Dear Abby and Insurance Fun!

Would you run that by me one more time?
For a printable copy of this funny, real stuff, click here: Dear Abby & Insurance Letters- fun!

DEAR ABBY: Having just read your column about how some people murder the English Language, here are some examples taken from actual letters received by the local welfare department in applications for support.

1. “I am forwarding my marriage certificate and six children. I had seven, but one died which was baptized on a half sheet of paper.”
2. “Mrs. Jones has not had any clothes for a year and a half and has been visited regularly by the clergy.”
3. “I am glad to report that my husband who is missing, is dead.”
4. “I am very annoyed to find that you brand my son
illeterate (sic). This is a dirty lie, as I was married a week before he was born.”
5. “Please find out for certain if my husband is dead? The man I am living with can’t eat or do anything until he knows.”
6. “I am forwarding my marriage certificate and three children, one of which is a mistake as you can see.”
7. “My husband got his project cut off two weeks ago, and I haven’t had any relief since.”
8. “Unless I get my husband’s money pretty soon, I will be forced to live an immortal life.”
9. “You have changed my little boy to a girl, will this make a difference?”
10. “I have no children as yet as my husband is a truckdriver and works day and night.”
11. “I want money quick as I can get it.

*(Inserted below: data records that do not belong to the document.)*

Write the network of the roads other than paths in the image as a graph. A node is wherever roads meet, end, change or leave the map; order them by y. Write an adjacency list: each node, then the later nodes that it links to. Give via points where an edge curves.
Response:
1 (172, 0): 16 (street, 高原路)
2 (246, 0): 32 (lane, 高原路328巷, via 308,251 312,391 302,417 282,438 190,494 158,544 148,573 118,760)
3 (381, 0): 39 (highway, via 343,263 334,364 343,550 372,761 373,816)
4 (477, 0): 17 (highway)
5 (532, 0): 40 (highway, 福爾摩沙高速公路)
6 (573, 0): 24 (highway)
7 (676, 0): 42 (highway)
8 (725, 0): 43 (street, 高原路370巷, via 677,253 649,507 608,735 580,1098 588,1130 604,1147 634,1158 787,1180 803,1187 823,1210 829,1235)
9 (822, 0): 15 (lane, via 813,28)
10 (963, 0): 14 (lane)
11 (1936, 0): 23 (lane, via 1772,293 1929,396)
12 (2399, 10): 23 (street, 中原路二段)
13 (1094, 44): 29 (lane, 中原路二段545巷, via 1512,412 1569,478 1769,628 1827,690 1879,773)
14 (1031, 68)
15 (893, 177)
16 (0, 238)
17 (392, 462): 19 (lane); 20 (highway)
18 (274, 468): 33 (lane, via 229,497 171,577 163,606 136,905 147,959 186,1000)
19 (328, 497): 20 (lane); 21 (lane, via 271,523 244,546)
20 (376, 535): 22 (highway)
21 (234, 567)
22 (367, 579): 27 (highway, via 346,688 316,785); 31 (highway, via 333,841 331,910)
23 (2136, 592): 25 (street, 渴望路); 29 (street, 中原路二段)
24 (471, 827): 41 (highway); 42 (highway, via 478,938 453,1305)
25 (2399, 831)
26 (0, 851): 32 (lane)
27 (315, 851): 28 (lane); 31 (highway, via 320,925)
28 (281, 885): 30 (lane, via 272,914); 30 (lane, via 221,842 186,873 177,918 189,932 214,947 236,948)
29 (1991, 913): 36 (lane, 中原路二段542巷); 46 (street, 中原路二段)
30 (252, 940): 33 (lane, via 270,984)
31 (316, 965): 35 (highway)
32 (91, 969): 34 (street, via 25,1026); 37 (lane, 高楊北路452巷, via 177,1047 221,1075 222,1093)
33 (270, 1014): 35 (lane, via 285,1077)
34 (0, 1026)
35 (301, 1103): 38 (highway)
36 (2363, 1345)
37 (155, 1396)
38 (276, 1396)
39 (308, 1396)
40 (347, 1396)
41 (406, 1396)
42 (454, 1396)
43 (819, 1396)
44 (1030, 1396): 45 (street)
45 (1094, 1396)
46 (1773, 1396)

I have been in bed with the doctor for two weeks, and he doesn’t do me any good.”

Even Insurance Business Has Its Lighter Moments
Insurance ordinarily is a serious business. But even it has its lighter moments. Here, for example, are explanations on how accidents happened as reported by drivers of rented cars on claims forms they filed. The list was compiled by Tilden Ltd., Canada’s foremost car rental agency:

• Coming home, I drove into the wrong house and collided with a tree I don’t have.
• A truck backed through my windshield into my wife’s face.
• The guy was all over the road. I had to swerve a number of times before I hit him.
• In my attempt to kill a fly, I drove into a telephone pole.
• The gentleman behind me struck me on the backside. He then went to rest in the bush with just his rear end showing.
• I told the police that I was not injured, but on removing my hat I found I had a fractured skull.
• I was sure the old fellow would never make it to the other side of the road when I struck him.
• When I saw that I could not avoid a collision, I stepped on the gas and subsequently crashed into the other car.
• I pulled away from the side of the road, glanced at my mother-in-law in the other seat and headed over the embankment.
• I had been driving my car for 40 years when I fell asleep at the wheel and had the accident.
• To avoid hitting the bumper of the car in front, I struck the pedestrian.
• I first saw the slow moving, sad-faced old gentleman when he bounced off the hood of my car.
• The accident happened when the right front door of a car came around the corner without given any signal.
• The telephone pole was approaching fast. I was attempting to swerve out of its way when it struck my front end.
• A pedestrian I did not see, hit me then went sliding under my car.
• The pedestrian had no idea which direction to go, so I ran over him.
• The accident occurred when I was attempting to bring my car out of a skid by steering it into the other vehicle.
• An invisible car came out of nowhere, struck my vehicle, and vanished.